Ночь окутывала территорию дома отдыха тьмой, чуть просквоженной зеленоватым светом народившегося месяца. В этой зеленоватой тьме все казалось нарядным, прибранным, ладным, нужным и красивым: даже высокие, жестко обледеневшие по горбине сугробы снега обочь дорожек и аллей, даже невыносимо уродливая днем гипсовая фигура оленя, похожего на овчарку с на смех приставленными рогами.
Хорошо и покойно думалось обо всем: о том, что самое трудное в жизни осталось позади и теперь можно медленно и сладко засыпать в тепле постели, не опасаясь, что тебя подымут среди ночи; что в отношениях между людьми все больше укрепляется дух взаимопонимания и доверия; что можно, не боясь недоброжелателей, от души стараться сделать жизнь отдыхающих лучше, сытее, спокойнее и веселее, да и свою жизнь также…
Василий Петрович завернул за угол дома и вдруг замер, чуть осадив назад и косо задрав голову, как конь, наскочивший на плетень: в окнах необитаемого флигеля горел свет. Точнее, свет горел в кабинете, спальне и бильярдной, откуда доносился сухой, костяной треск шаров. В гостиной было темно, но там звучала музыка, и когда Василий Петрович, преодолев мгновенное оцепенение, шагнул вперед, он увидел на противоположной окнам стене гостиной трепещущий, бледно-сиреневый отсвет и понял, что там работает телевизор.

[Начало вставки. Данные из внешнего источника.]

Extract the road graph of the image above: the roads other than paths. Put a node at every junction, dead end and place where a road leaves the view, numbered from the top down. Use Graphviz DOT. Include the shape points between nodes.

Какое-то странное чувство пронизало Василия Петровича. На миг ему почудилось, что вещи, прискучив своей ненужностью, взбунтовались и без помощи человека зажили своей самостоятельной жизнью: зажглись лампы, забегали шары по зеленому полю бильярда, ожил телевизор на радость креслам, тумбочкам, столу и диванам. Но это диковатое чувство сменилось тут же другим, более трезвым, хотя и столь же щемящим: свершилось!.. То, чего он с таким трепетом ждал более года и чего почти перестал ждать, — свершилось. Знатный гость словно нарочно прибыл в отсутствие директора, когда никто его не ждал, и таинственным, непонятным образом отыскал предназначенные ему покои, проник в них без ключа и хозяйской, уверенной властью враз оживил неживое.

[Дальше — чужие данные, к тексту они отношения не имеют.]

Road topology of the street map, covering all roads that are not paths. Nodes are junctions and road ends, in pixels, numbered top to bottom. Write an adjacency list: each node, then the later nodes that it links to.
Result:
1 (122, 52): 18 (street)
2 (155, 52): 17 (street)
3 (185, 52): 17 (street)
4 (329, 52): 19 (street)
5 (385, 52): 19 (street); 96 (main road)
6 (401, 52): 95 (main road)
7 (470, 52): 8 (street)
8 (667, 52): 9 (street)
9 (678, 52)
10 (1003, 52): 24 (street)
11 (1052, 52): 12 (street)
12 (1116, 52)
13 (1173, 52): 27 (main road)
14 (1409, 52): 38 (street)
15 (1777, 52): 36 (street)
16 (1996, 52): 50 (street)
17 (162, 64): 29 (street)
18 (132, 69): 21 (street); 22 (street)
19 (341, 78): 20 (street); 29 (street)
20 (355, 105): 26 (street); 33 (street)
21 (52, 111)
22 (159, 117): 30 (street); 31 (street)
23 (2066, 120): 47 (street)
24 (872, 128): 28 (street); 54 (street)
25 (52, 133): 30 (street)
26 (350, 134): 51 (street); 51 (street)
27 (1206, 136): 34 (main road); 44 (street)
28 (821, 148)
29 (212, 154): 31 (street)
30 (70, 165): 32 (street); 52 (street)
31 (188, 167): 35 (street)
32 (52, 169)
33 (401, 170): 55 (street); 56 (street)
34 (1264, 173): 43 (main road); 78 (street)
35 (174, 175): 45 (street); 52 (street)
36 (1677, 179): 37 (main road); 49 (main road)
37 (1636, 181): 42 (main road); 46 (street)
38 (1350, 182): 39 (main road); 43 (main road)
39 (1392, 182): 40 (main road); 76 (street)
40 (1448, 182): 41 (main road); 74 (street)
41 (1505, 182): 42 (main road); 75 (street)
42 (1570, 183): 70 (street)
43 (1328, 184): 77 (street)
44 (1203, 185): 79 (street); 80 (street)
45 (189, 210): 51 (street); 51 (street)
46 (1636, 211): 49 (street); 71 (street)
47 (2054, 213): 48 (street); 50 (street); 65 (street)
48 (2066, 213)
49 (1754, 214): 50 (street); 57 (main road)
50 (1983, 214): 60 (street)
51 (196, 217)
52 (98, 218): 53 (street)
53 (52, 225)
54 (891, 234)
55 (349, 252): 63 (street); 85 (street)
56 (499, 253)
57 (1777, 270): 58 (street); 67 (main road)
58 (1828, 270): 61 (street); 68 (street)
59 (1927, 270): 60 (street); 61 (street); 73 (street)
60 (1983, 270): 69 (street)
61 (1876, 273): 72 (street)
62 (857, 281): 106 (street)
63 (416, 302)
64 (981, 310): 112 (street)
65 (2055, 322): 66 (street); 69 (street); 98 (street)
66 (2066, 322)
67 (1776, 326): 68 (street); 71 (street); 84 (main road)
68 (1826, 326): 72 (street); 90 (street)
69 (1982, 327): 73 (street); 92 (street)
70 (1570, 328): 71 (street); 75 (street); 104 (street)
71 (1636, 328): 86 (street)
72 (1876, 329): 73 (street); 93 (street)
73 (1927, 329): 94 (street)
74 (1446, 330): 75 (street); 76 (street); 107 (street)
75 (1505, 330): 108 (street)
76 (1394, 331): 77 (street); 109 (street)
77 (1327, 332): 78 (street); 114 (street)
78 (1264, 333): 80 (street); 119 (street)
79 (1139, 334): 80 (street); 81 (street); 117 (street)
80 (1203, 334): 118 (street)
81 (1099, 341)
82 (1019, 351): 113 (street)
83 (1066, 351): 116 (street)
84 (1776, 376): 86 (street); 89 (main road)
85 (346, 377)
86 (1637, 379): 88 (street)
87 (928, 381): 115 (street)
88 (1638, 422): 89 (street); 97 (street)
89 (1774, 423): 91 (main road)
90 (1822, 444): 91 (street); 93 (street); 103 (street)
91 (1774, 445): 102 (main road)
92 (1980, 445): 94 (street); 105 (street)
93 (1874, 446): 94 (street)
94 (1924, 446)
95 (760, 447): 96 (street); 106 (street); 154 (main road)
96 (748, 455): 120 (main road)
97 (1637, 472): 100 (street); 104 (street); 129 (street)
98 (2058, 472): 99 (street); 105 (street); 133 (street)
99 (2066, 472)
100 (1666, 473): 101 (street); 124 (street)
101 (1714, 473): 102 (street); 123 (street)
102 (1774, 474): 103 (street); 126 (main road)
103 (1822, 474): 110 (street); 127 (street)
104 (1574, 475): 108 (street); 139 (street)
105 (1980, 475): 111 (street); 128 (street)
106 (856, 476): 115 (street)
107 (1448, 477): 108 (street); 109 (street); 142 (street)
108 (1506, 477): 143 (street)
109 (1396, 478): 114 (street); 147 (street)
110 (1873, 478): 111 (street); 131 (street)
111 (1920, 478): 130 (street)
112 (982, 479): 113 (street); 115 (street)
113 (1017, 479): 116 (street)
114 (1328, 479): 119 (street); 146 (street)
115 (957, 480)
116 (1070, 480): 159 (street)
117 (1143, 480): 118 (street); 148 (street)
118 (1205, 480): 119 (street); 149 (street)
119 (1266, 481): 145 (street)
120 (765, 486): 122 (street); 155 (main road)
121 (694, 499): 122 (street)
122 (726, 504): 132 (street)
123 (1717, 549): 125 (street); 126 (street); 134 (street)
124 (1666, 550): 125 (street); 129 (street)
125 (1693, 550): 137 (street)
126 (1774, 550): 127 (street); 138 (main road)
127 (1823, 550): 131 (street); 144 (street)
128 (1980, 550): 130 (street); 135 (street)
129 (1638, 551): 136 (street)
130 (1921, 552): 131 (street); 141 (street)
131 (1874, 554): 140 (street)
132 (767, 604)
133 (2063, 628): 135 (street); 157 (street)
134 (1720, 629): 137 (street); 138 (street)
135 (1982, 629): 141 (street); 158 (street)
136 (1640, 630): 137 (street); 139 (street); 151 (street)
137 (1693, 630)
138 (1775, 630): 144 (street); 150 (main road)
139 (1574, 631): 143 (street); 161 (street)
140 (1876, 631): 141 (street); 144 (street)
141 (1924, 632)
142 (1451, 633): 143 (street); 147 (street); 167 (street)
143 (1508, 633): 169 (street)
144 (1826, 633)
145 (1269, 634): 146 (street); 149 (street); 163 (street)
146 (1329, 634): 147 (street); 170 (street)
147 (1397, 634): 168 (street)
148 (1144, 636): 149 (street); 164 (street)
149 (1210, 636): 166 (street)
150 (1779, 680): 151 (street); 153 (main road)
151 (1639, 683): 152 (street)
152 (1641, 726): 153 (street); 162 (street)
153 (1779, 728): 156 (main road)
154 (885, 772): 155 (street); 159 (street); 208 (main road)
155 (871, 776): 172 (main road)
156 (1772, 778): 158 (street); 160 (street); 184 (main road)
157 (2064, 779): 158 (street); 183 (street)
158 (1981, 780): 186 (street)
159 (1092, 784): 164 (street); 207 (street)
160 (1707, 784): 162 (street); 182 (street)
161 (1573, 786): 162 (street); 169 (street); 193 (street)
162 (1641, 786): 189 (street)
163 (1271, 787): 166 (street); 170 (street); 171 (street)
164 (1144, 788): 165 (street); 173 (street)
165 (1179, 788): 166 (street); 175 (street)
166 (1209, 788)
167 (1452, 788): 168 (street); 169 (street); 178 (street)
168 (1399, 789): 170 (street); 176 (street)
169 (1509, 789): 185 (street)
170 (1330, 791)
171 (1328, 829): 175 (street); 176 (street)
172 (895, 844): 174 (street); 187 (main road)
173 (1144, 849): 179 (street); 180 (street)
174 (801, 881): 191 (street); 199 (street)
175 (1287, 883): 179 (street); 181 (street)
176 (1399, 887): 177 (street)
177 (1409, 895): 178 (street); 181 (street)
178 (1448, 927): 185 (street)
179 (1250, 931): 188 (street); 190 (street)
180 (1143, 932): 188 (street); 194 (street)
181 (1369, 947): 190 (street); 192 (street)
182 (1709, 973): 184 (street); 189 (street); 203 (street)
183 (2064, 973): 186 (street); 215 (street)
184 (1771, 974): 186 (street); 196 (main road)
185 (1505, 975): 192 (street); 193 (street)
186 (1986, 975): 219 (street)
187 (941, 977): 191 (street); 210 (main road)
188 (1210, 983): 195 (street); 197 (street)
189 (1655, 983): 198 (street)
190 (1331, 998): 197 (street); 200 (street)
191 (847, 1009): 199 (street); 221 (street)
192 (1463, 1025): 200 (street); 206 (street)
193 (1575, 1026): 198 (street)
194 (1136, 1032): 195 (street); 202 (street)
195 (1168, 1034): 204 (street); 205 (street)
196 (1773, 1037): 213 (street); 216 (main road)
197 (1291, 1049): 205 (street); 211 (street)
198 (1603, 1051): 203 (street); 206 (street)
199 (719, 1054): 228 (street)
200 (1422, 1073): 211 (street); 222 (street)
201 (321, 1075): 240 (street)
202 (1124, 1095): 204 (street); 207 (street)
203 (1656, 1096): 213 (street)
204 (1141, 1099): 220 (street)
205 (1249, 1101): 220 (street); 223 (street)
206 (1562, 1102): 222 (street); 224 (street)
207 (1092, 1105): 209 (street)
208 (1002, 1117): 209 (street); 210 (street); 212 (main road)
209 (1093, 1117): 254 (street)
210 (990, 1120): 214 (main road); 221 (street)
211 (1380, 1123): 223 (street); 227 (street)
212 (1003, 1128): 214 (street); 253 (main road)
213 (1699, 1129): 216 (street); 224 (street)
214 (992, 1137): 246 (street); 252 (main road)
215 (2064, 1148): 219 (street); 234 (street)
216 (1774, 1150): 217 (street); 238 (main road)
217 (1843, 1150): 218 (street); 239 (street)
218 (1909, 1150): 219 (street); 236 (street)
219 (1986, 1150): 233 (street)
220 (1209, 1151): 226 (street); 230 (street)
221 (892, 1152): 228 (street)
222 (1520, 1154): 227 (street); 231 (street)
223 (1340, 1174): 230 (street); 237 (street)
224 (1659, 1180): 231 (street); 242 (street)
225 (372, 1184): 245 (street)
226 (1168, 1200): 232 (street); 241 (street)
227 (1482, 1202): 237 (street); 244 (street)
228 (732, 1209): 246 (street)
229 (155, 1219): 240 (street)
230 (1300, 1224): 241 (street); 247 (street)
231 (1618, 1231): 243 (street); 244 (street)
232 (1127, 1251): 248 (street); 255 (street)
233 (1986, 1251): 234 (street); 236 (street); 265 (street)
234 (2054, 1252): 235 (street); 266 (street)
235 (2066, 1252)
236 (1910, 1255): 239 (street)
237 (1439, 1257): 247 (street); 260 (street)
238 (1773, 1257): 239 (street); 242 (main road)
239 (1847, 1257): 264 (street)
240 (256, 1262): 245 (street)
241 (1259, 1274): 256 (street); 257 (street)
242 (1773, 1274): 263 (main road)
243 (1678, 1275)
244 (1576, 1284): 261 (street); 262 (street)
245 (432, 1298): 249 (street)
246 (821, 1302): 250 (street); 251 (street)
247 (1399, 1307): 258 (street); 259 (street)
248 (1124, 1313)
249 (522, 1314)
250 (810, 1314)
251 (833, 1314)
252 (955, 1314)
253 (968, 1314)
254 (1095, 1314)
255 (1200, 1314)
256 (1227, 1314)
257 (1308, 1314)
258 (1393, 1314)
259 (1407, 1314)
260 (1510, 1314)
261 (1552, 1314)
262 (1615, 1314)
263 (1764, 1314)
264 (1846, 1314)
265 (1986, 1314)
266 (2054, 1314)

Но и эта мысль лишь на миг, не более, овладела сознанием Василия Петровича и вытеснялась тоскливым недоумением: нет, не может этого быть…

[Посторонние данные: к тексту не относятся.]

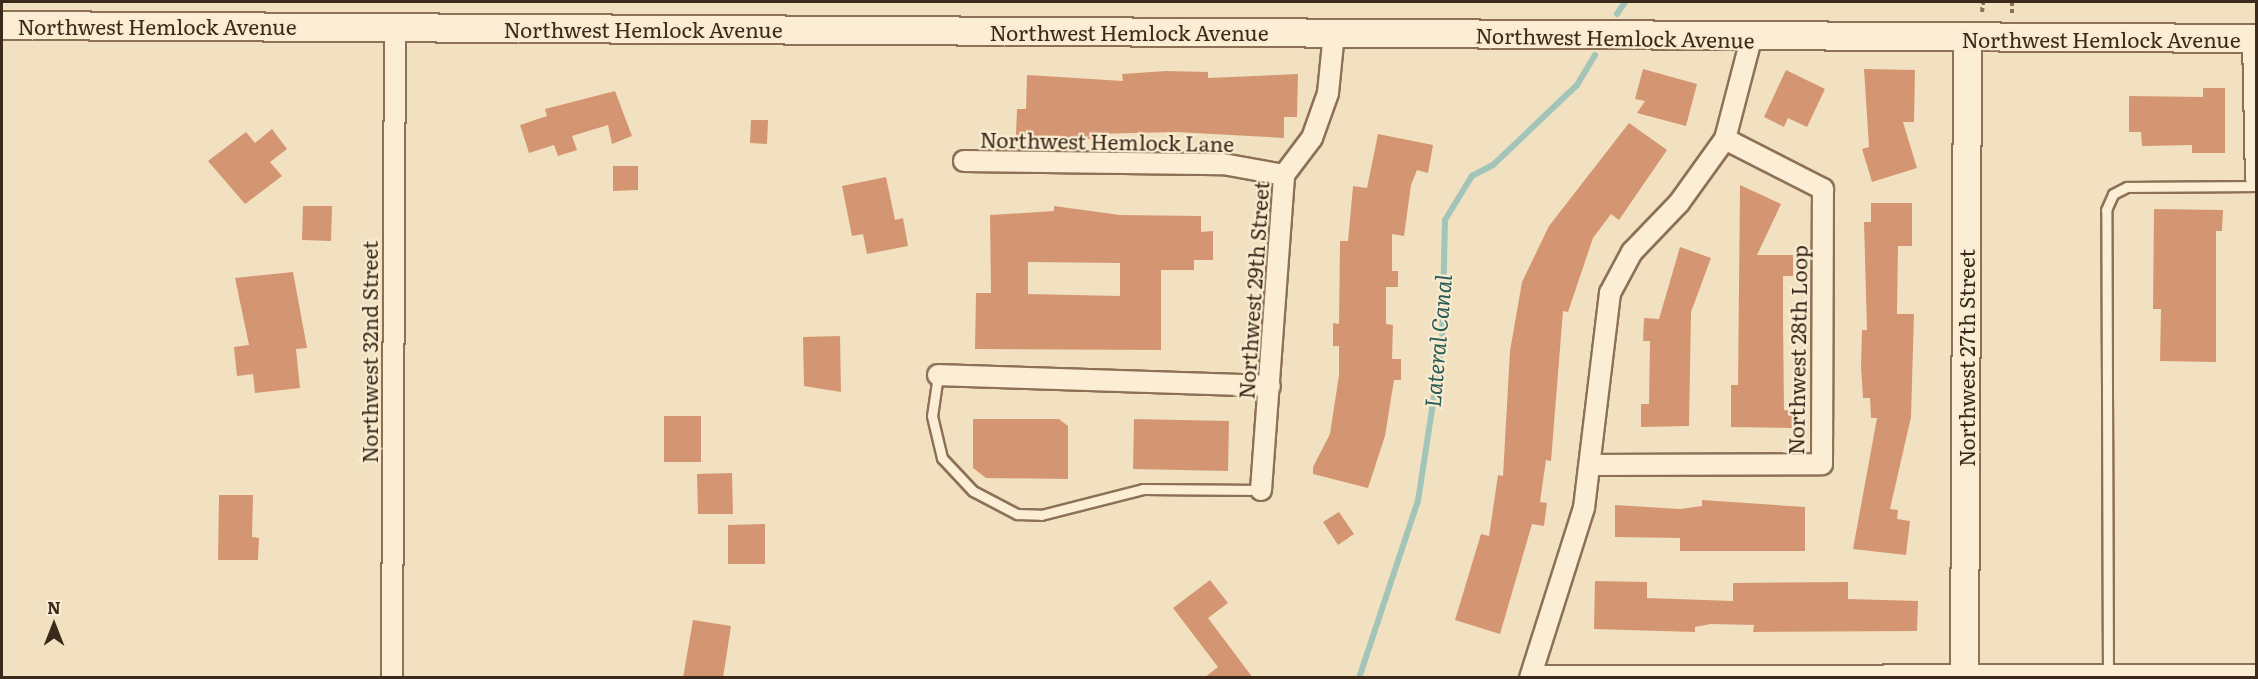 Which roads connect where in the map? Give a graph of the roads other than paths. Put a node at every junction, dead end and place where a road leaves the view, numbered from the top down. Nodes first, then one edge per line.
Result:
1 (2, 25) edge
2 (395, 27) junction
3 (1334, 33) junction
4 (2255, 38) edge
5 (1751, 39) junction
6 (1967, 39) junction
7 (1725, 139) junction
8 (964, 161) dead end
9 (1284, 175) junction
10 (2256, 179) edge
11 (2256, 186) edge
12 (938, 375) joint
13 (1270, 386) junction
14 (1591, 465) junction
15 (1261, 490) joint
16 (1812, 676) edge
17 (1964, 676) edge
18 (2108, 676) edge
19 (2254, 676) edge
20 (1530, 677) edge
21 (392, 678) edge

1 - 2 street, Northwest Hemlock Avenue
2 - 3 street, Northwest Hemlock Avenue
2 - 21 street, Northwest 32nd Street
3 - 5 street, Northwest Hemlock Avenue
3 - 9 street, Northwest 29th Street
4 - 6 street, Northwest Hemlock Avenue
4 - 10 street
5 - 6 street, Northwest Hemlock Avenue
5 - 7 street
6 - 17 street, Northwest 27th Street
7 - 14 street
7 - 14 street, Northwest 28th Loop
8 - 9 street, Northwest Hemlock Lane
9 - 13 street, Northwest 29th Street
11 - 18 lane
12 - 13 street
12 - 15 lane
13 - 15 street, Northwest 29th Street
14 - 20 street
16 - 17 street
16 - 20 street
17 - 18 street
18 - 19 street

Став зачем-то на носки, он, почти крадучись, сошел с дорожки в талый, рыхлый снег и приблизился к окну.
У телевизора, на экране которого мерцало голубоватое пятно, перечеркнутое быстро бегущими куда-то тонкими линиями, сидела, сложив на коленях большие руки, уборщица Настя. Справа от нее, широко открыв глаза и рот, притулилась десятилетняя дочь дворника Степана Клавка, а по левую — сладко дремал в глубоком кресле Клавкин меньшой брат. Сквозь дверную щель было видно, как у залитого светом двух люстр бильярда трудился их отец, дворник Степан, часто и неумело тыкая острием кия в шары.
Она решилась, она нарушила запрет! Открыто, вызывающе проникла она в этот очарованный мир, воцарилась в нем полноправной хозяйкой и ввела в него Степана. Со странным замиранием ощутил Василий Петрович, что он видит сейчас что-то очень хорошее, очень правильное, очень нужное. Но он тут же поднял руку и резким, грубым движением, так что зазвенели стекла, постучал в окно…
А затем Василий Петрович орал, грозил, топал ногами, заходясь и пьянея от собственного крика. Он так старался, словно рассчитывал, что его яростное негодование достигнет ушей того, чьи права были столь грубо нарушены. Неизвестно, услышал ли его сам, но нарушители остались глухи к директорскому гневу. Держа за руки детей, они прошли мимо директора со спокойным и строгим достоинством.
И, глядя на их суровые, почти торжественные лица, Василий Петрович вдруг осекся, замолчал, с удивлением прислушиваясь к странному, новому, незнакомому ощущению, которое подымалось, росло внутри него, пронизывая до кончиков пальцев, ощущению невыносимой гадливости к самому себе.